Your instructions
Of the entries below, return exactly those lines that fall between the one containing "index tip: (1134, 513)" and the one containing "index pip: (168, 112)", the two end lines included.

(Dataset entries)
►

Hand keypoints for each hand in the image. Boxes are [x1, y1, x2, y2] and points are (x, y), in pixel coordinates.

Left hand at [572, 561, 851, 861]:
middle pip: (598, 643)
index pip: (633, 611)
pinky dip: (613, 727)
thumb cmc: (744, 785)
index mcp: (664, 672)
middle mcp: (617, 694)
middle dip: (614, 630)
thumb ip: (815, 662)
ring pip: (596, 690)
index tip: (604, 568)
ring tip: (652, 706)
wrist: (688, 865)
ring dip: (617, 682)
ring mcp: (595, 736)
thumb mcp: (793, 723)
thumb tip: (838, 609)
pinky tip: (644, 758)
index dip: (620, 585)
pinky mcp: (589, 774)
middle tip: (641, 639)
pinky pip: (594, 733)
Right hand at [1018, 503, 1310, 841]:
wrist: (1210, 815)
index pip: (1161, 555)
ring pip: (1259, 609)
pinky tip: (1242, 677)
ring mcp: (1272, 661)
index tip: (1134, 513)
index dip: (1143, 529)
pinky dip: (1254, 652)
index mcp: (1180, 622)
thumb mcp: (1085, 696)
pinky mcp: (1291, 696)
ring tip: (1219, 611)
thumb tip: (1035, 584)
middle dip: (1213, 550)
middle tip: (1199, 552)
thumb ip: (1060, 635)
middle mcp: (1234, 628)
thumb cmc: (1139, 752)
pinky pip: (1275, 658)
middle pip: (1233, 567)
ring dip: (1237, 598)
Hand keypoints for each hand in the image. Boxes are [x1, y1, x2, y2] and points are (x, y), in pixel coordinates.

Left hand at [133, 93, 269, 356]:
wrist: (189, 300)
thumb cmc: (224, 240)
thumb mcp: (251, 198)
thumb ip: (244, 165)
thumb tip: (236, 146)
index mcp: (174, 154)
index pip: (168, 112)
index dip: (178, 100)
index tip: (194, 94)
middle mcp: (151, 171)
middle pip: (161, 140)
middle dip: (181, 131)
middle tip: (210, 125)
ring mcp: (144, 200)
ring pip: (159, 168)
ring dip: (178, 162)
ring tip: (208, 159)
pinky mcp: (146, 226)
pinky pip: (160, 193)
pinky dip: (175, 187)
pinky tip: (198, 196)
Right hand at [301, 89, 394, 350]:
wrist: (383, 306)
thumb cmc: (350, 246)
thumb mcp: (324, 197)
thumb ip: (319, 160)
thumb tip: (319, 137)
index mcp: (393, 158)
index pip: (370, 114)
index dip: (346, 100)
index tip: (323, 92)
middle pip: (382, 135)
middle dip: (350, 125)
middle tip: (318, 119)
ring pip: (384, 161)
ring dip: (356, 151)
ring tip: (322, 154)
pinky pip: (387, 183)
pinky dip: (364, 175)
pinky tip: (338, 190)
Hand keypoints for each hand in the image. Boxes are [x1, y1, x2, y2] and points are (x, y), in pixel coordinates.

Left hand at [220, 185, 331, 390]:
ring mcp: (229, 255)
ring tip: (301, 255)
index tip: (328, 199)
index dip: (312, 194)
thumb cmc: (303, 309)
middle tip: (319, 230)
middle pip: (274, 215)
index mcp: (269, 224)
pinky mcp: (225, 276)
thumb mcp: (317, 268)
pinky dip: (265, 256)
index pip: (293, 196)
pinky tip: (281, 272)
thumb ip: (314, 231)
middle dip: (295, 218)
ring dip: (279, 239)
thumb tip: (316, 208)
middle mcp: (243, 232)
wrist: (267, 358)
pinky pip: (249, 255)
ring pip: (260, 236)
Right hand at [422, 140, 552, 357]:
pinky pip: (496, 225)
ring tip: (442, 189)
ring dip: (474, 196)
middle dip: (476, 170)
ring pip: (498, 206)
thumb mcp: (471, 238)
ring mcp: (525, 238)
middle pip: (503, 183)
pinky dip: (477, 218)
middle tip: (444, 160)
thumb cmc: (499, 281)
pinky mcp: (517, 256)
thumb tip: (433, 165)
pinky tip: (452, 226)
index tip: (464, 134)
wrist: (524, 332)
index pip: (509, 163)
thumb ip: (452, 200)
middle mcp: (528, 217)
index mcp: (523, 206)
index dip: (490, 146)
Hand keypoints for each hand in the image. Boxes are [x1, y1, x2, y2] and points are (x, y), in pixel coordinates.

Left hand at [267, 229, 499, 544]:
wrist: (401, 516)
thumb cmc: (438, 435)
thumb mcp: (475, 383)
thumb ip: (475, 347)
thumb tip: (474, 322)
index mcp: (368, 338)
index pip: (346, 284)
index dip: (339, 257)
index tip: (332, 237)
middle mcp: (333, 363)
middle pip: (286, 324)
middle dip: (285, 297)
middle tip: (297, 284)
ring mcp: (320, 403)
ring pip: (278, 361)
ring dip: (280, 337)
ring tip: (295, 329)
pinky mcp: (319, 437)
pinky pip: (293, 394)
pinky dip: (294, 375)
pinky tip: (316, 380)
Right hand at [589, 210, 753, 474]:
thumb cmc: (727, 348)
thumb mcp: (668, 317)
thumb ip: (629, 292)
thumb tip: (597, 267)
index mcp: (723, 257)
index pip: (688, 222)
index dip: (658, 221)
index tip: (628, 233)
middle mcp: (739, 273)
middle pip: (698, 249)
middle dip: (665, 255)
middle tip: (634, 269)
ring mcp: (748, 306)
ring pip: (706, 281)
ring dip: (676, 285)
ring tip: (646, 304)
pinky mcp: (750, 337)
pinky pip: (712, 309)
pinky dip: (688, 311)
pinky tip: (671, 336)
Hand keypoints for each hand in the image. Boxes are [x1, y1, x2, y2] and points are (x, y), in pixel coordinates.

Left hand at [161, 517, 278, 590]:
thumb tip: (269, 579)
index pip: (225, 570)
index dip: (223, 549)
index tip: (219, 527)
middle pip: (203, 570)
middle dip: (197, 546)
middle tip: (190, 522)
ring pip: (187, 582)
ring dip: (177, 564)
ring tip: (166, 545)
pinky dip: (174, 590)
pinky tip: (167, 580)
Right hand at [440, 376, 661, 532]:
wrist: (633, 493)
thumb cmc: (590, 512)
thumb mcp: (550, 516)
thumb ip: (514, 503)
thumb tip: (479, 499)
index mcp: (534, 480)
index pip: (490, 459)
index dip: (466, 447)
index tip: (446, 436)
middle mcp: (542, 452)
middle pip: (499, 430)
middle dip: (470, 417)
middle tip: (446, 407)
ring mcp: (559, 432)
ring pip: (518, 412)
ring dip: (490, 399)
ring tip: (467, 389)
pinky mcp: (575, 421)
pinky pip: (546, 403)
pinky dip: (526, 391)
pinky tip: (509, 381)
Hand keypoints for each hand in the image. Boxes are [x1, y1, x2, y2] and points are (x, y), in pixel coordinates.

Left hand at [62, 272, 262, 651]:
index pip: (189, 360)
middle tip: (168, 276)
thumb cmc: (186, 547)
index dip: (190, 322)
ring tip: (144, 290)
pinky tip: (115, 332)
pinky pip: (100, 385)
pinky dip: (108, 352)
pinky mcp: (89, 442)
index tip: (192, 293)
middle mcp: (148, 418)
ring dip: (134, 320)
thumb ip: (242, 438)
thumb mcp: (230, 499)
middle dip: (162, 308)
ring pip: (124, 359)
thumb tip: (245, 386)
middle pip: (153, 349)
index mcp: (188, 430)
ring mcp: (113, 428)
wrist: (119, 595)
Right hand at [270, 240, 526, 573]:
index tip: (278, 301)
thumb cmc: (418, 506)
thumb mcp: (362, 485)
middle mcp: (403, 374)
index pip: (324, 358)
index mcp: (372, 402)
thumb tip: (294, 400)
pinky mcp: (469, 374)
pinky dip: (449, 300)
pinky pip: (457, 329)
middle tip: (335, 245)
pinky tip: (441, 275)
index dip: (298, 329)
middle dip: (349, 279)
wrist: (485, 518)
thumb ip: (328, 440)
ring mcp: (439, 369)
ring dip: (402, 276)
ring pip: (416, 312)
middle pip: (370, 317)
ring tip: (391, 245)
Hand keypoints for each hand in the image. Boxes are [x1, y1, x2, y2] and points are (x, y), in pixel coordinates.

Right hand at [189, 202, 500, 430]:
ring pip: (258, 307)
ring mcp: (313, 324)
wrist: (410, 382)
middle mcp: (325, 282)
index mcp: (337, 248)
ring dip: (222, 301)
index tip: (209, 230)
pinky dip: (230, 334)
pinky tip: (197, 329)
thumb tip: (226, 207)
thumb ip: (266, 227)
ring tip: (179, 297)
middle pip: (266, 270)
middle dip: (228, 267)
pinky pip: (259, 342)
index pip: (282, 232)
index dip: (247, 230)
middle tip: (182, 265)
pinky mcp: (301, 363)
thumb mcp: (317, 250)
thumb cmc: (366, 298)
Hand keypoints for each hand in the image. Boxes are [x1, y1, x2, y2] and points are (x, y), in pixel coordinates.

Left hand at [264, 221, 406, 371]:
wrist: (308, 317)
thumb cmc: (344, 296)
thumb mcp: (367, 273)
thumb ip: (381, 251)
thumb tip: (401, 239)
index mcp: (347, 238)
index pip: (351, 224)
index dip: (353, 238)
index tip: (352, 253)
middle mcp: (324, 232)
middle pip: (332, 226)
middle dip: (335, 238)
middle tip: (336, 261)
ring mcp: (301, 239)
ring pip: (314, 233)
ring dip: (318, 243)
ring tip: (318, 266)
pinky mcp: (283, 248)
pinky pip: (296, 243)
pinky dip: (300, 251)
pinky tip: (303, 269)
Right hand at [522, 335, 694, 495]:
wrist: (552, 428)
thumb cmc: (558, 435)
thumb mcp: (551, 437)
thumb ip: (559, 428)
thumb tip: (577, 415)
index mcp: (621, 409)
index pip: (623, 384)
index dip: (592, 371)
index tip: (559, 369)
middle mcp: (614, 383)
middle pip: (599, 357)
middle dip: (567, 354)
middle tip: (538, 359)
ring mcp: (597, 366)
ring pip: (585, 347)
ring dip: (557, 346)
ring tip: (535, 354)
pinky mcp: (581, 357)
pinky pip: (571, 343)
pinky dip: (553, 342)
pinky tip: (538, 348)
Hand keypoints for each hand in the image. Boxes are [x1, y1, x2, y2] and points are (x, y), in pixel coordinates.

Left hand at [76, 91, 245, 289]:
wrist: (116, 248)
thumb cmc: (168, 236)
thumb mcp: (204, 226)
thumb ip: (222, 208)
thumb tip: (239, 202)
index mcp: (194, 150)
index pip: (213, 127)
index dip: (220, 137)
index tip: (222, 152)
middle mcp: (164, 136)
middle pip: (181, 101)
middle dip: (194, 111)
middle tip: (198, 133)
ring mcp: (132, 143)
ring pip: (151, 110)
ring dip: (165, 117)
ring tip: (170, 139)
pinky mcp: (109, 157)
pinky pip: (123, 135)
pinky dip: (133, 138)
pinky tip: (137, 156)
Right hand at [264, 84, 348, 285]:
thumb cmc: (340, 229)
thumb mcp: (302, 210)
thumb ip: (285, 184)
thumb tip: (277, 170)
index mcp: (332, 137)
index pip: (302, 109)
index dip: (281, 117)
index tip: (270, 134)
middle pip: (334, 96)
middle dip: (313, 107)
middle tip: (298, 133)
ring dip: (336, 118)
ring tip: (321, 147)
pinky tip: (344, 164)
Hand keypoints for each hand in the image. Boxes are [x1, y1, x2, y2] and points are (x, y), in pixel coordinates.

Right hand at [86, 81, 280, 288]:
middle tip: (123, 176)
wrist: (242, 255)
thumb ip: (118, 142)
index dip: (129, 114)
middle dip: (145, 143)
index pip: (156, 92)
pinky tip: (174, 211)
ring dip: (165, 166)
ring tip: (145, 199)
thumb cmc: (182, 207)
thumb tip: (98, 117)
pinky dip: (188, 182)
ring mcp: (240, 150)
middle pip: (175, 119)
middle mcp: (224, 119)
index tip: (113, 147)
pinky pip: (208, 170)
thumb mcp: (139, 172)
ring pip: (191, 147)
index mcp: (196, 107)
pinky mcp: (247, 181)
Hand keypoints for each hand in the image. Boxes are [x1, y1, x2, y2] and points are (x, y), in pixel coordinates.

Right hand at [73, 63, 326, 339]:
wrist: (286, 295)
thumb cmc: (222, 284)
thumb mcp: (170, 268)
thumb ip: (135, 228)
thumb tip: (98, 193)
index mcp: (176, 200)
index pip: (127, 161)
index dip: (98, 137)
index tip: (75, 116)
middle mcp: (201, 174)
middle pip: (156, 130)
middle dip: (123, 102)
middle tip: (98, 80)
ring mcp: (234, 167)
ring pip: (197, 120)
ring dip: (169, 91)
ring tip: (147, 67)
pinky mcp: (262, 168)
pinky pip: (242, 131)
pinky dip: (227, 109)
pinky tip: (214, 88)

◄

Solution for this problem
index tip: (1134, 513)
index dip: (1143, 529)
pinky dip: (1254, 652)
index mcp: (1180, 622)
thumb mcp: (1085, 696)
pinky mcp: (1291, 696)
ring tip: (1219, 611)
thumb tip: (1035, 584)
middle dip: (1213, 550)
middle tip: (1199, 552)
thumb ip: (1060, 635)
middle mcp: (1234, 628)
thumb cmc: (1139, 752)
pinky pip: (1275, 658)
middle pip: (1233, 567)
ring dip: (1237, 598)
Hand keypoints for each hand in the image. Boxes are [x1, y1, x2, y2] and points are (x, y), in pixel coordinates.

Left hand at [133, 93, 269, 356]:
wrist: (189, 300)
thumb cmc: (224, 240)
thumb mcp: (251, 198)
thumb ip: (244, 165)
thumb tip: (236, 146)
index mcp: (174, 154)
index pip: (168, 112)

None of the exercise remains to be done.